Michael: I haven’t worn the Vaporfly 4%, which Reebok specifically targets in its advertising of this shoe, so I can’t draw a comparison there. But relative to other racing flats in my arsenal - the Nike Flyknit Racer, Nike Streak LT, Nike Flyknit Streak, Adidas Adios - this has one of the softest feeling, springiest returns I’ve worn. It’s almost jarring, coming from something like the Flyknit Racer (the shoe I ran my past couple PRs in), whose Phylon cushioning paired with a Zoom Air unit and the signature “waffle” outsole really don’t make it feel like a bouncy ride. It’s a racing flat because it’s light, and for almost no other reason. Here, I think the Run Pro again exceeds the competition - it’s light, of course, but also cushioned and reasonably supportive, as flats go.


Outsole
Sam: Back to that outsole... I think it plays a huge role in both the cushion and a distinctly micro focused ground feel.
You can really feel the ground and a very, very subtle sense of the hundreds of lugs individually or in small groups conforming to pressures in the gait cycle, stabilizing, and rebounding as then pressures applied from the lugs to the PEBA midsole are released. I think the combination of lugs embedded directly into the midsoles also reduces vibrations up the leg. It is a very distinct and unique feel. And the grip from these firm TPU plastic lugs is fantastic.  I tested them, as I do all shoes, over a section of concrete sidewalk with a thin sea sand layer. I expect the wear to be excellent as this isn't rubber but hard plastic in each lug, actually reminding me of the TPU forefoot strike plate nubs in the adios Boost 1 a great feature of that shoe and one that was very long lasting.
LEFT: Reebok Floatride Run Fast (size 9.5 )  RIGHT: Reebok Floatride Run Fast Pro (size 8.5 )
The lug design of the Fast is similar but they are rubber and in a sheet glued to the midsole with a more continuous heel landing area and above the outsole on the lateral mid foot an EVA plate.

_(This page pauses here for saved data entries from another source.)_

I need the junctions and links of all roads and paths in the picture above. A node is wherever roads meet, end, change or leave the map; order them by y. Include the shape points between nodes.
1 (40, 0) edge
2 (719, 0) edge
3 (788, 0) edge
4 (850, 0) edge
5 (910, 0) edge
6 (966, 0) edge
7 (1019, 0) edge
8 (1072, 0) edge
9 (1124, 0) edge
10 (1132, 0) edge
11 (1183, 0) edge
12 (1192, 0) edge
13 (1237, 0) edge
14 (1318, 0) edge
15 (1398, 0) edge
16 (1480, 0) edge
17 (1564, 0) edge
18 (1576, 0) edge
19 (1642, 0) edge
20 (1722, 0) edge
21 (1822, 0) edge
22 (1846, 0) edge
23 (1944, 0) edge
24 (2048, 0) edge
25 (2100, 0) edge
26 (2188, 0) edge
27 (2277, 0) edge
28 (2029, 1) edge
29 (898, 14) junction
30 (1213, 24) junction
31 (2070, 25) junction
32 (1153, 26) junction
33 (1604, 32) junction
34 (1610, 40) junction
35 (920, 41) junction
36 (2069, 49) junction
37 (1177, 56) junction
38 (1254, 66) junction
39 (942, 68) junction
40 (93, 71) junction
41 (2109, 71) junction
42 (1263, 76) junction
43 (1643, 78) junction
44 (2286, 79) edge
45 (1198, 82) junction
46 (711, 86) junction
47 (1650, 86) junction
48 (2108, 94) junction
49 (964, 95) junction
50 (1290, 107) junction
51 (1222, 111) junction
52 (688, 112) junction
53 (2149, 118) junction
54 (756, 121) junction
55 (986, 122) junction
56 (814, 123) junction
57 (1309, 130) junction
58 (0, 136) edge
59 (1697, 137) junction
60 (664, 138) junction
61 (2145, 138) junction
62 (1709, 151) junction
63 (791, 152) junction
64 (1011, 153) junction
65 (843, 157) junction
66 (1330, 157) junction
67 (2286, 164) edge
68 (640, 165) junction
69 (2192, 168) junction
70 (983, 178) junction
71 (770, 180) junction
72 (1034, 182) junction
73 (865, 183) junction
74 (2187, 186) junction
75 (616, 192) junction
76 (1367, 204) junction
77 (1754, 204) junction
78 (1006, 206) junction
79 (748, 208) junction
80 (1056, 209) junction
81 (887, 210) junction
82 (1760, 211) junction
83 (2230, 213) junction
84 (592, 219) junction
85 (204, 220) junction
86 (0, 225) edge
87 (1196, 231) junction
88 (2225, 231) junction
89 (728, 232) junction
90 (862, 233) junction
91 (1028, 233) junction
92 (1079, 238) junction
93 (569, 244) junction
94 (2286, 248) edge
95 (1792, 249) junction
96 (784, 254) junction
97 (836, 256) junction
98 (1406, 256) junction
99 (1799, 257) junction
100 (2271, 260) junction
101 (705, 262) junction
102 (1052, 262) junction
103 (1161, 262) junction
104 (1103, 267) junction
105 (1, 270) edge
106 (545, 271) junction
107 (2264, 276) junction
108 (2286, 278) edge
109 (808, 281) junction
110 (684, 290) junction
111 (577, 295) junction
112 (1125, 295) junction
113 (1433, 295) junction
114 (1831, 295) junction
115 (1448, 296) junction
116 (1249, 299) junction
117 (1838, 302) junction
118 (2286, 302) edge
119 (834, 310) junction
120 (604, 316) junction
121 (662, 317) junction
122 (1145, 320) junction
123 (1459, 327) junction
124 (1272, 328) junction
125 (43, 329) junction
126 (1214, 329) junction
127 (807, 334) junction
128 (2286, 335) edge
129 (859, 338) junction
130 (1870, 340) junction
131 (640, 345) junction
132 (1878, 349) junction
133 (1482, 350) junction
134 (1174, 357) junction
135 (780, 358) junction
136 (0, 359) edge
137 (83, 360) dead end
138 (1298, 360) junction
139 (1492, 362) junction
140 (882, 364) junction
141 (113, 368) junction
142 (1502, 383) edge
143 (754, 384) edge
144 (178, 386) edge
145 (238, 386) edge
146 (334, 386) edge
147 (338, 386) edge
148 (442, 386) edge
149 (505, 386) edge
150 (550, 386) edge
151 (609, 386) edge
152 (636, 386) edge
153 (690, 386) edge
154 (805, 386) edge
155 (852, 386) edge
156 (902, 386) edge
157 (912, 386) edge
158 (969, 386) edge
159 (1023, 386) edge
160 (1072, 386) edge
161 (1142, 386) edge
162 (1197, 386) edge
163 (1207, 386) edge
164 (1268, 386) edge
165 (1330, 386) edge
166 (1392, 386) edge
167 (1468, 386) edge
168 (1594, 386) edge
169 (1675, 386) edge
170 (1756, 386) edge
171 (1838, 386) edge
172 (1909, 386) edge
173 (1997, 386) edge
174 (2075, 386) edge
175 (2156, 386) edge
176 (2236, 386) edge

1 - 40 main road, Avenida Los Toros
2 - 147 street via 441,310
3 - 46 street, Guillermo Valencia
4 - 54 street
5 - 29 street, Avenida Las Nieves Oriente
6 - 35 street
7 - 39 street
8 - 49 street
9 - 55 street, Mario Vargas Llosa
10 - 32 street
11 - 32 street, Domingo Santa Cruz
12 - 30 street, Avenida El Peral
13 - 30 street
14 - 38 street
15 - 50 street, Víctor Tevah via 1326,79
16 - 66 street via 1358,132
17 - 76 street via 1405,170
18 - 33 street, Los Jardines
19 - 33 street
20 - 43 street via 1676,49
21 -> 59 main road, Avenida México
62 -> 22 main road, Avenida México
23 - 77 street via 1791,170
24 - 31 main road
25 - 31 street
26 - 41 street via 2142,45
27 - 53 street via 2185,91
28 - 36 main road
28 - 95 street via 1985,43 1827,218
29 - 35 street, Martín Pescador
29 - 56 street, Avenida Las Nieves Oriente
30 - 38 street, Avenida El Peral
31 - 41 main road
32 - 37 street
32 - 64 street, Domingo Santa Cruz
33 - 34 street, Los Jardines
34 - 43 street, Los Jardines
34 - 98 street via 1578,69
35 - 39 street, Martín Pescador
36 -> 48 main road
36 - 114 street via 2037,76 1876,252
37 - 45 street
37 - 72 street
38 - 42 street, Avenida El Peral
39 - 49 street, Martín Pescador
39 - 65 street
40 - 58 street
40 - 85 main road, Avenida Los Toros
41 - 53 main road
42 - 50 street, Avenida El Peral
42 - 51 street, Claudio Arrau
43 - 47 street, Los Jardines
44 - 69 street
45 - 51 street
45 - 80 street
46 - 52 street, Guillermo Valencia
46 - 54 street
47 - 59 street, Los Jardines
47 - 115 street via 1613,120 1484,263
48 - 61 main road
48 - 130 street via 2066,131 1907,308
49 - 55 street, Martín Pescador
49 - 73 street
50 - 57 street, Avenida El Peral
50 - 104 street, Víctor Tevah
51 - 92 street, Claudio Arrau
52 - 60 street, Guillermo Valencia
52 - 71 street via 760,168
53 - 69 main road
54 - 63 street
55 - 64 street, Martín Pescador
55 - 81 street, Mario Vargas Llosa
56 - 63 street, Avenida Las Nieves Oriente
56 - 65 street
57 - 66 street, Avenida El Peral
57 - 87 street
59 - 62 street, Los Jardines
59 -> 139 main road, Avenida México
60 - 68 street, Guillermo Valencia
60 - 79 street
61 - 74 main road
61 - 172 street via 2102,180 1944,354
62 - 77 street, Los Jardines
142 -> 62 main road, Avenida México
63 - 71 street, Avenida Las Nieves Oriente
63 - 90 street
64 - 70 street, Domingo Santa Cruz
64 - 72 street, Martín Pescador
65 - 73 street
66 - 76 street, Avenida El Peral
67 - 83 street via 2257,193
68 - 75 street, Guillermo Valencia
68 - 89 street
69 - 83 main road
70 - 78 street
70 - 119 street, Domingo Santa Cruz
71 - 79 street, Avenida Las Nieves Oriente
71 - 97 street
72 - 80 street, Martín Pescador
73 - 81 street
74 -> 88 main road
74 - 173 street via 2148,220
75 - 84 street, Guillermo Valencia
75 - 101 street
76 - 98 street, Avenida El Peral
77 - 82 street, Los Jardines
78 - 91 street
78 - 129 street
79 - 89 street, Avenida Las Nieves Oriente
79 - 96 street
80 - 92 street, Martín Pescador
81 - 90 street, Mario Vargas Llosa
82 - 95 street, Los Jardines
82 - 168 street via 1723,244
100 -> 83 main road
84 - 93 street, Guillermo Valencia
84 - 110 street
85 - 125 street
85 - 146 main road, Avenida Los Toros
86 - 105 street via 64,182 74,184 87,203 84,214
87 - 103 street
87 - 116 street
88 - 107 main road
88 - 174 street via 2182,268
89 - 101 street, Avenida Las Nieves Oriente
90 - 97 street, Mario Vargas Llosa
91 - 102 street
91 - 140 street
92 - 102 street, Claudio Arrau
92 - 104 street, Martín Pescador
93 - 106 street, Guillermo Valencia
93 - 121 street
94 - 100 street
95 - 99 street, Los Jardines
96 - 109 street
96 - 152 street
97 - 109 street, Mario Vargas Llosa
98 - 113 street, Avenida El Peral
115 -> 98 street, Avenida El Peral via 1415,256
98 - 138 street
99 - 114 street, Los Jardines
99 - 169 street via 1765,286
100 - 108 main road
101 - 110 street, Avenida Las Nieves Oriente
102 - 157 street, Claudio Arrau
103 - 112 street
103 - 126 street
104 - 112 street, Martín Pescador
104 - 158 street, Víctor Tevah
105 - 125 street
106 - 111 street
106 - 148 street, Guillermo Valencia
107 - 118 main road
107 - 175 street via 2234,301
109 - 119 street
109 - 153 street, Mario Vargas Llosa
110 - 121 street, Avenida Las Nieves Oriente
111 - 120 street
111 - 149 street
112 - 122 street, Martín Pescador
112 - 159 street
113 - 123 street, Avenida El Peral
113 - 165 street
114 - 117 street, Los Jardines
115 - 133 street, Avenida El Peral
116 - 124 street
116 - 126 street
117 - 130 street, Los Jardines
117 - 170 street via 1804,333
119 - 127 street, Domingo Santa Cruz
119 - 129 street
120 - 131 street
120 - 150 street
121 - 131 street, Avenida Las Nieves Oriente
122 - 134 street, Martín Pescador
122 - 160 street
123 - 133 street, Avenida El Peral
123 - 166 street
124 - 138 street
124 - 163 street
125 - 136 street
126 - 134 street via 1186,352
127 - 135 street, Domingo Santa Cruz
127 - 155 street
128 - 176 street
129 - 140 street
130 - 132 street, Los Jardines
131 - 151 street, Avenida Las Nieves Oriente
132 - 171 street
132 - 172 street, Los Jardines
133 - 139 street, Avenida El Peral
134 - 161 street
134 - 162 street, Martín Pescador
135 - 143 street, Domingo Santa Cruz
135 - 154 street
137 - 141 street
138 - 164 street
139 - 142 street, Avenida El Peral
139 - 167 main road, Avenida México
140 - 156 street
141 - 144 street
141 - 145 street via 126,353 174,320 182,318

Derek: I've used the shoes on dry and wet roads, as well as dry and damp track surfaces.so far the shoe has performed admirably on all counts. It is extremely stable, I think partly because of the great outsole grip, and partly because of the lower to ground ride. No complaints here from me. I think this is a sign that we do not always have to go with blown rubber to get a bouncy feel underfoot.

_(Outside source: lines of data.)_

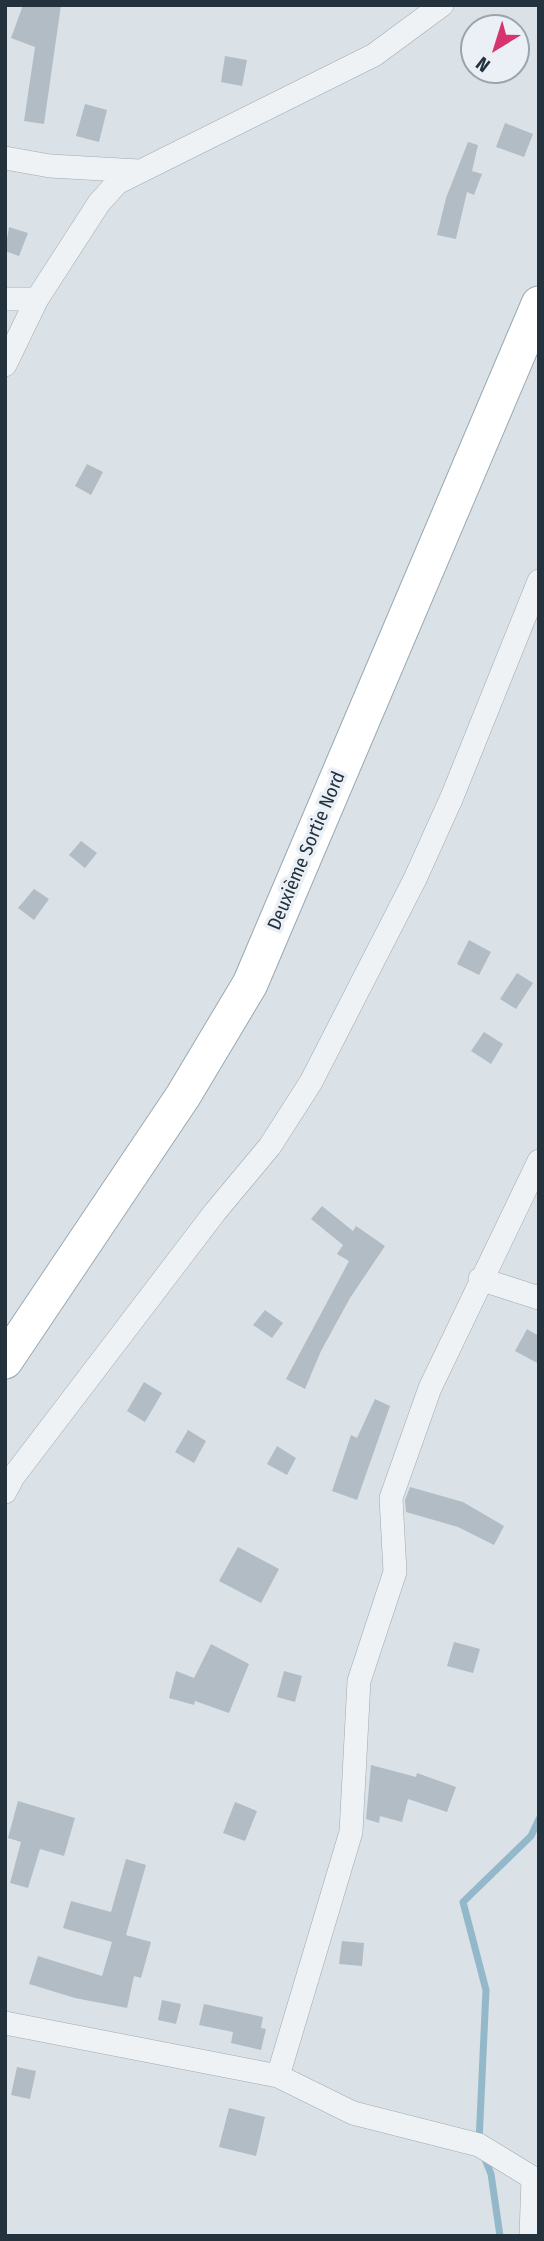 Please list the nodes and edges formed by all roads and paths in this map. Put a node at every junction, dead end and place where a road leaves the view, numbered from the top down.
1 (442, 5) edge
2 (5, 159) edge
3 (139, 170) junction
4 (5, 299) edge
5 (37, 299) junction
6 (539, 304) edge
7 (5, 365) edge
8 (539, 580) edge
9 (539, 1161) edge
10 (480, 1279) junction
11 (539, 1298) edge
12 (5, 1361) edge
13 (5, 1492) edge
14 (5, 2023) edge
15 (278, 2076) junction
16 (531, 2236) edge

1 - 3 street
2 - 3 street
3 - 5 street
4 - 5 street
5 - 7 street
6 - 12 main road, Deuxième Sortie Nord
8 - 13 street
9 - 10 street
10 - 11 street
10 - 15 street
14 - 15 street
15 - 16 street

Michael: I’d consider the outsole to be the weakest element, though I imagine it won’t become an issue for most people, given where this shoe will be used. On a track, on asphalt, on concrete, and even on fine crushed gravel, this felt like any other outsole - stable, grippy, and responsive. On areas where the path had been washed out or otherwise backfilled with decent, .5” diameter rocks… you felt like you were stepping, well, on rocks. Especially when trying to turn over on a mile repeat, this was a little concerning - and an element where, if I knew my race was to be on gravel or uneven surfaces, I may tip towards something like the Streak or Flyknit Racer (or, from the looks of the outsole, the Reebok Run Fast) before pulling out the Fast Pro.


Ride and Conclusions
Sam: I can't ever recall a race flat with such a decisive yet at the same time forgiving ride. There is clearly not much under foot given the stack and sensations from the road are definitely felt but without any nasty pounding and vibration.  They are impossibly light but with surprising substance and cushion. The forefoot feel and toe off is particularly note worthy. It is super stable and decisive yet without a firm mid foot plate such as found in the comparable weight Altra Vanish-R which only has a very low 12mm heel and 5 oz Nike Zoom Streak LT 4, the only shoes in its weight class at Running Warehouse here. I do wish for a few more millimeters of heel stack and a somewhat more substantial heel cup which would likely easily extend their range up to a half for me. A lighter, I am 165 lbs, faster runner with a more mid foot strike could easily run a half in them and likely beyond and should find the heel area just fine.  Track runners on the border about wearing spikes could easily race all distances in them with the grip from the hundreds of mini lugs likely outstanding.
The Fast Pro is a sub 4 oz shoe here with amazing substance for the minuscule weight. Is it worth $250? Readers must judge for themselves. I suspect it will last many miles and the technical achievement (most likely the injected outsole being the big factor) to achieve such a weight likely was not trivial with the result is an amazingly light and comfortable race shoe. The range of races and workouts possible is going to be broad with the Pro, from shorter road races for most, track workouts, even some XC but likely will not be as broad as for its $140 sibling the Fast which can easily also cross over into daily training.  To end, I really regret passing my pair off to Michael for further testing. Going into my testing I was pretty sure the Pro would just be to little shoe for me and even painful, if fast, but not so!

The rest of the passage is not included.